* What is required *
Copy the records below exactly, leaving out every picture.

* The data *
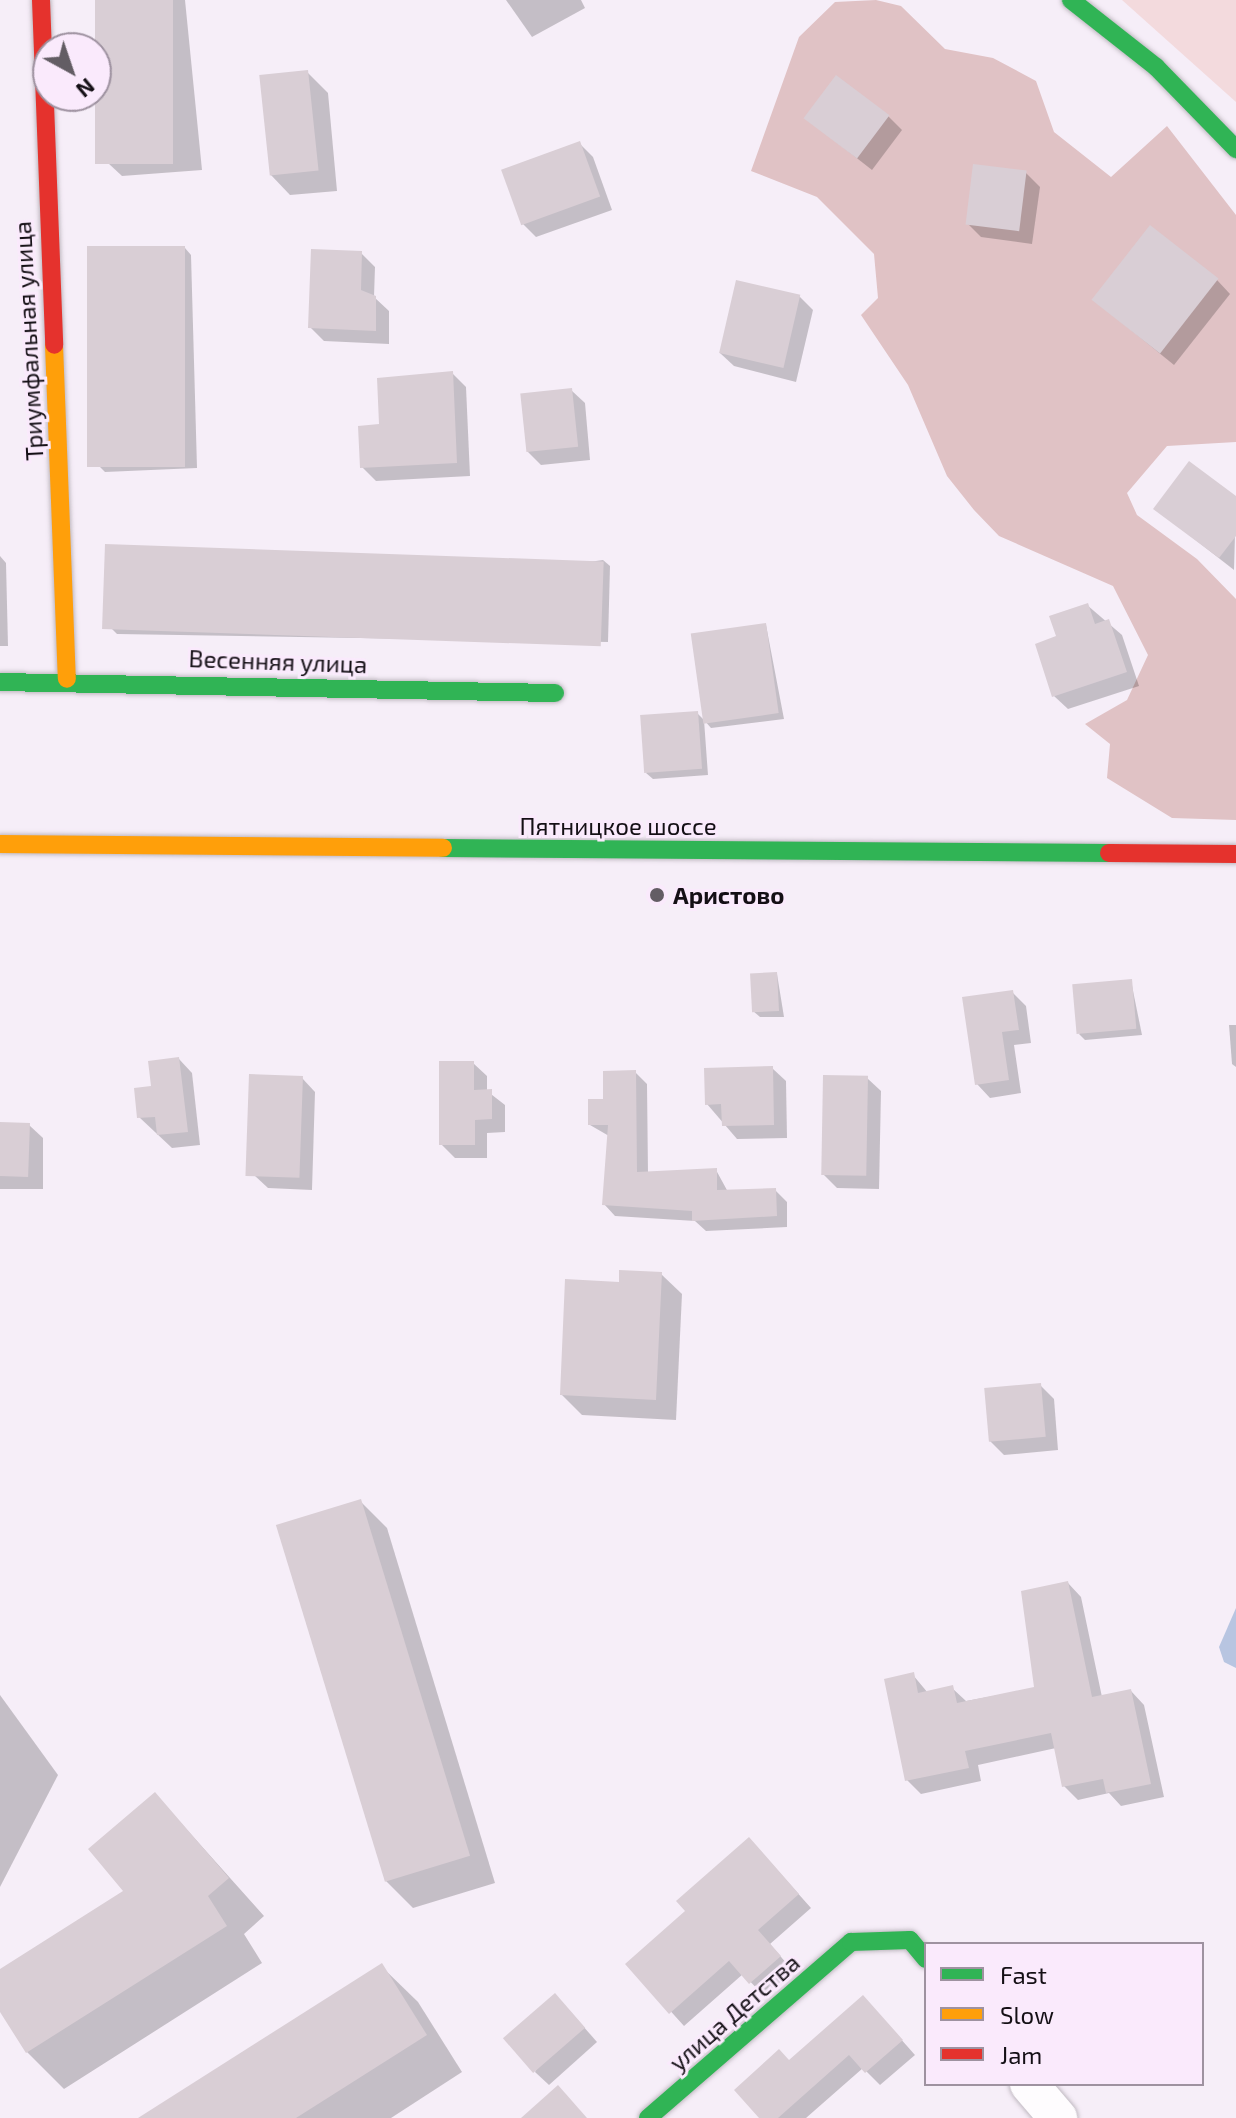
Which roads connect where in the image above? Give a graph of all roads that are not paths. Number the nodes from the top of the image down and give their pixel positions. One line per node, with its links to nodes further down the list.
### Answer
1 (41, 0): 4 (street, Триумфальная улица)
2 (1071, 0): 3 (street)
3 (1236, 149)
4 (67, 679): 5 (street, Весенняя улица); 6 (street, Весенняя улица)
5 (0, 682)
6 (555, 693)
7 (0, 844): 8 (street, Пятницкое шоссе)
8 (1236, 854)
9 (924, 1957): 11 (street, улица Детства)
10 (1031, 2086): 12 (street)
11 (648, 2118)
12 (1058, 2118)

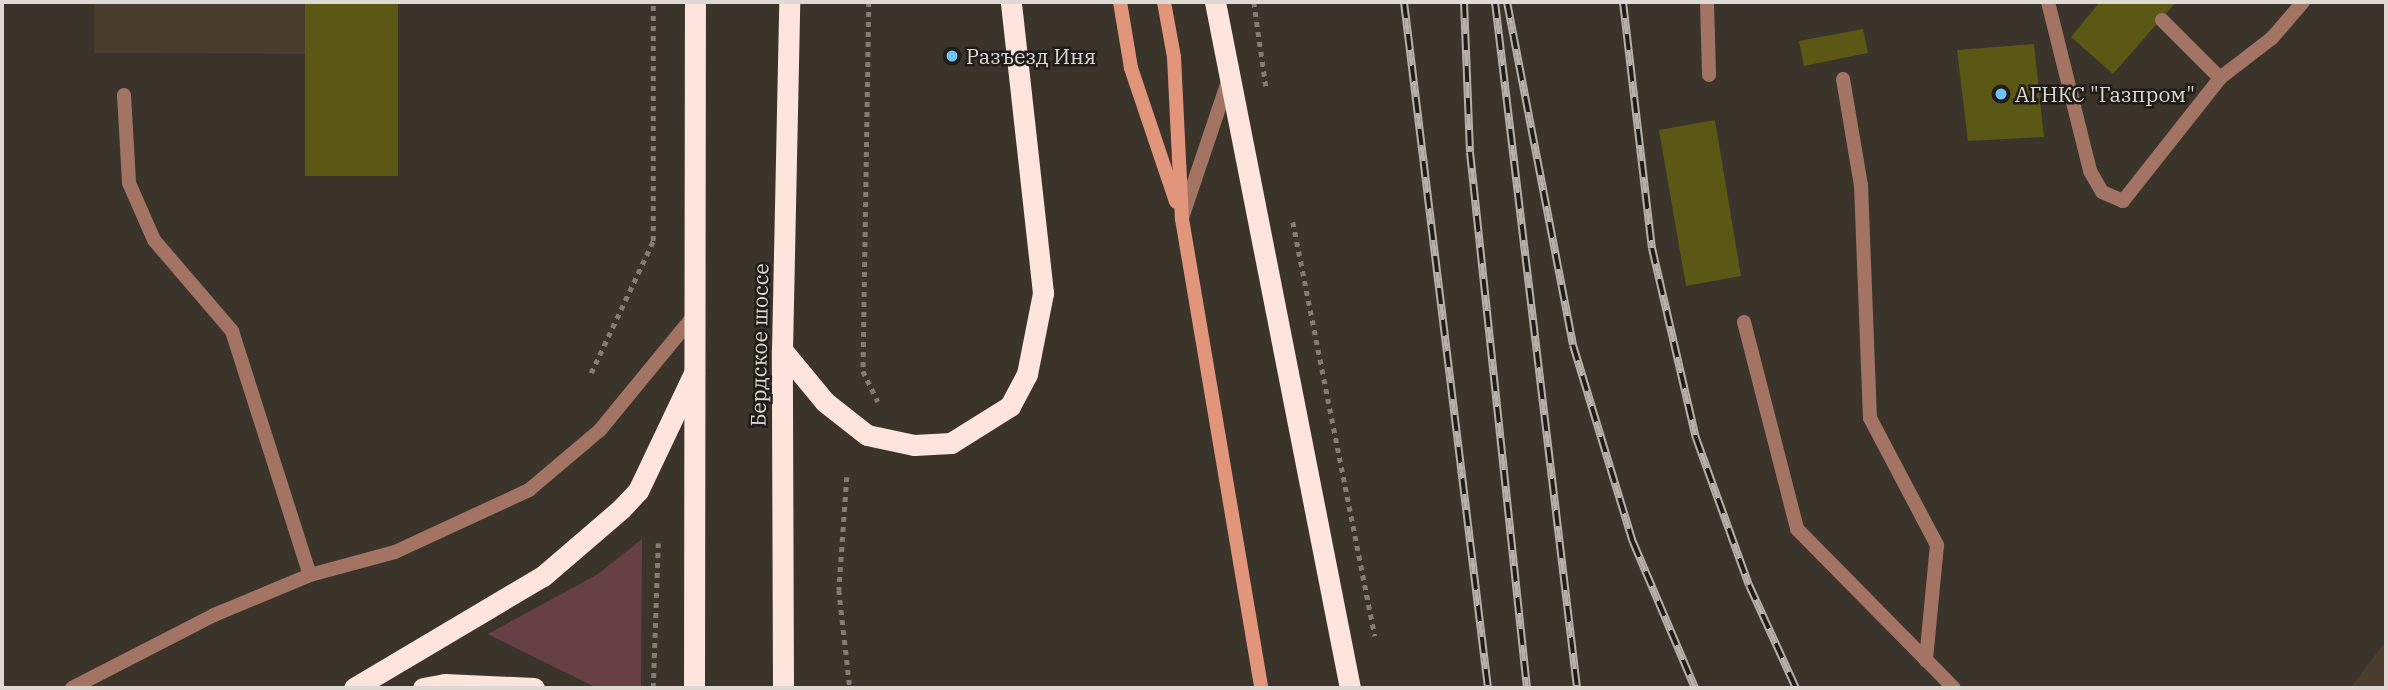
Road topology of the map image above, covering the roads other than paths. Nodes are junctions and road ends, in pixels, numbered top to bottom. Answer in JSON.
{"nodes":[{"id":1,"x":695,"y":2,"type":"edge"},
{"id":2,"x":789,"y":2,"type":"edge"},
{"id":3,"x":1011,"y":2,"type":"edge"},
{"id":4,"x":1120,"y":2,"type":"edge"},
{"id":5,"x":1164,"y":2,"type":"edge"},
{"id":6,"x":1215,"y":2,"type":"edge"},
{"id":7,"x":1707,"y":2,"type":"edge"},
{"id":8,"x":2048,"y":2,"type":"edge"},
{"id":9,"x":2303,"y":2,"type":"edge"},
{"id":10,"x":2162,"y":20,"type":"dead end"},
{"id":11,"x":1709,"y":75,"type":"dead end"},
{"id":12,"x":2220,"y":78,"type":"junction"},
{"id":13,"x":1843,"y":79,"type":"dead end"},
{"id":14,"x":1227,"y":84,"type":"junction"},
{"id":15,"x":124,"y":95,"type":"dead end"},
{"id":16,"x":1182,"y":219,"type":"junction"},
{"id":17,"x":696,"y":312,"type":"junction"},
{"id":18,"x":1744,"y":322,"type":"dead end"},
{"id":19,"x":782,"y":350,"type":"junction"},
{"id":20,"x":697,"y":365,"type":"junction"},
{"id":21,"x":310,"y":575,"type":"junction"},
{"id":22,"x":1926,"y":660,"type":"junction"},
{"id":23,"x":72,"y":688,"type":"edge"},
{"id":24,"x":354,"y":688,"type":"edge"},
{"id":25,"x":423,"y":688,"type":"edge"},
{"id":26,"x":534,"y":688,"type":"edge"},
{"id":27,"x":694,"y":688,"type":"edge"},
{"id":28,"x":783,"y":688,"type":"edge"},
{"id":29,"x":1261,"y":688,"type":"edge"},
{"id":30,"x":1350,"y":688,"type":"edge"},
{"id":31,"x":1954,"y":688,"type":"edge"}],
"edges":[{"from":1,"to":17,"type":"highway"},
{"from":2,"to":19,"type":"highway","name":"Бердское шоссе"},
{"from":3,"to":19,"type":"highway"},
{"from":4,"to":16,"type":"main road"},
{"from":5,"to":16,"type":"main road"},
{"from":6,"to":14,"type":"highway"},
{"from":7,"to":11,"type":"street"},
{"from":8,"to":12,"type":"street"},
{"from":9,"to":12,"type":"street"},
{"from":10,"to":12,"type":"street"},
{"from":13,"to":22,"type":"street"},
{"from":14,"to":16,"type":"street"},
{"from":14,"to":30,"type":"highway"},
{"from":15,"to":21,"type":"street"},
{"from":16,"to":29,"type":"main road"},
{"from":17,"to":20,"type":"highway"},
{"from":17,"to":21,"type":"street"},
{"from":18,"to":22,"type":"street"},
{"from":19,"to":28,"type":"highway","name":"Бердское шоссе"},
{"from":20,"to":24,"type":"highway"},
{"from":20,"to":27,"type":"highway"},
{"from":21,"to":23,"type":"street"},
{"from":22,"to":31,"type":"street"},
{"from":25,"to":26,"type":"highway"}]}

* Output of the task *
Which roads connect where in the image above? Give a graph of all roads that are not paths. Number the nodes from the top of the image down and give their pixel positions. One line per node, with its links to nodes further down the list.
### Answer
1 (41, 0): 4 (street, Триумфальная улица)
2 (1071, 0): 3 (street)
3 (1236, 149)
4 (67, 679): 5 (street, Весенняя улица); 6 (street, Весенняя улица)
5 (0, 682)
6 (555, 693)
7 (0, 844): 8 (street, Пятницкое шоссе)
8 (1236, 854)
9 (924, 1957): 11 (street, улица Детства)
10 (1031, 2086): 12 (street)
11 (648, 2118)
12 (1058, 2118)

Road topology of the map image above, covering the roads other than paths. Nodes are junctions and road ends, in pixels, numbered top to bottom. Answer in JSON.
{"nodes":[{"id":1,"x":695,"y":2,"type":"edge"},
{"id":2,"x":789,"y":2,"type":"edge"},
{"id":3,"x":1011,"y":2,"type":"edge"},
{"id":4,"x":1120,"y":2,"type":"edge"},
{"id":5,"x":1164,"y":2,"type":"edge"},
{"id":6,"x":1215,"y":2,"type":"edge"},
{"id":7,"x":1707,"y":2,"type":"edge"},
{"id":8,"x":2048,"y":2,"type":"edge"},
{"id":9,"x":2303,"y":2,"type":"edge"},
{"id":10,"x":2162,"y":20,"type":"dead end"},
{"id":11,"x":1709,"y":75,"type":"dead end"},
{"id":12,"x":2220,"y":78,"type":"junction"},
{"id":13,"x":1843,"y":79,"type":"dead end"},
{"id":14,"x":1227,"y":84,"type":"junction"},
{"id":15,"x":124,"y":95,"type":"dead end"},
{"id":16,"x":1182,"y":219,"type":"junction"},
{"id":17,"x":696,"y":312,"type":"junction"},
{"id":18,"x":1744,"y":322,"type":"dead end"},
{"id":19,"x":782,"y":350,"type":"junction"},
{"id":20,"x":697,"y":365,"type":"junction"},
{"id":21,"x":310,"y":575,"type":"junction"},
{"id":22,"x":1926,"y":660,"type":"junction"},
{"id":23,"x":72,"y":688,"type":"edge"},
{"id":24,"x":354,"y":688,"type":"edge"},
{"id":25,"x":423,"y":688,"type":"edge"},
{"id":26,"x":534,"y":688,"type":"edge"},
{"id":27,"x":694,"y":688,"type":"edge"},
{"id":28,"x":783,"y":688,"type":"edge"},
{"id":29,"x":1261,"y":688,"type":"edge"},
{"id":30,"x":1350,"y":688,"type":"edge"},
{"id":31,"x":1954,"y":688,"type":"edge"}],
"edges":[{"from":1,"to":17,"type":"highway"},
{"from":2,"to":19,"type":"highway","name":"Бердское шоссе"},
{"from":3,"to":19,"type":"highway"},
{"from":4,"to":16,"type":"main road"},
{"from":5,"to":16,"type":"main road"},
{"from":6,"to":14,"type":"highway"},
{"from":7,"to":11,"type":"street"},
{"from":8,"to":12,"type":"street"},
{"from":9,"to":12,"type":"street"},
{"from":10,"to":12,"type":"street"},
{"from":13,"to":22,"type":"street"},
{"from":14,"to":16,"type":"street"},
{"from":14,"to":30,"type":"highway"},
{"from":15,"to":21,"type":"street"},
{"from":16,"to":29,"type":"main road"},
{"from":17,"to":20,"type":"highway"},
{"from":17,"to":21,"type":"street"},
{"from":18,"to":22,"type":"street"},
{"from":19,"to":28,"type":"highway","name":"Бердское шоссе"},
{"from":20,"to":24,"type":"highway"},
{"from":20,"to":27,"type":"highway"},
{"from":21,"to":23,"type":"street"},
{"from":22,"to":31,"type":"street"},
{"from":25,"to":26,"type":"highway"}]}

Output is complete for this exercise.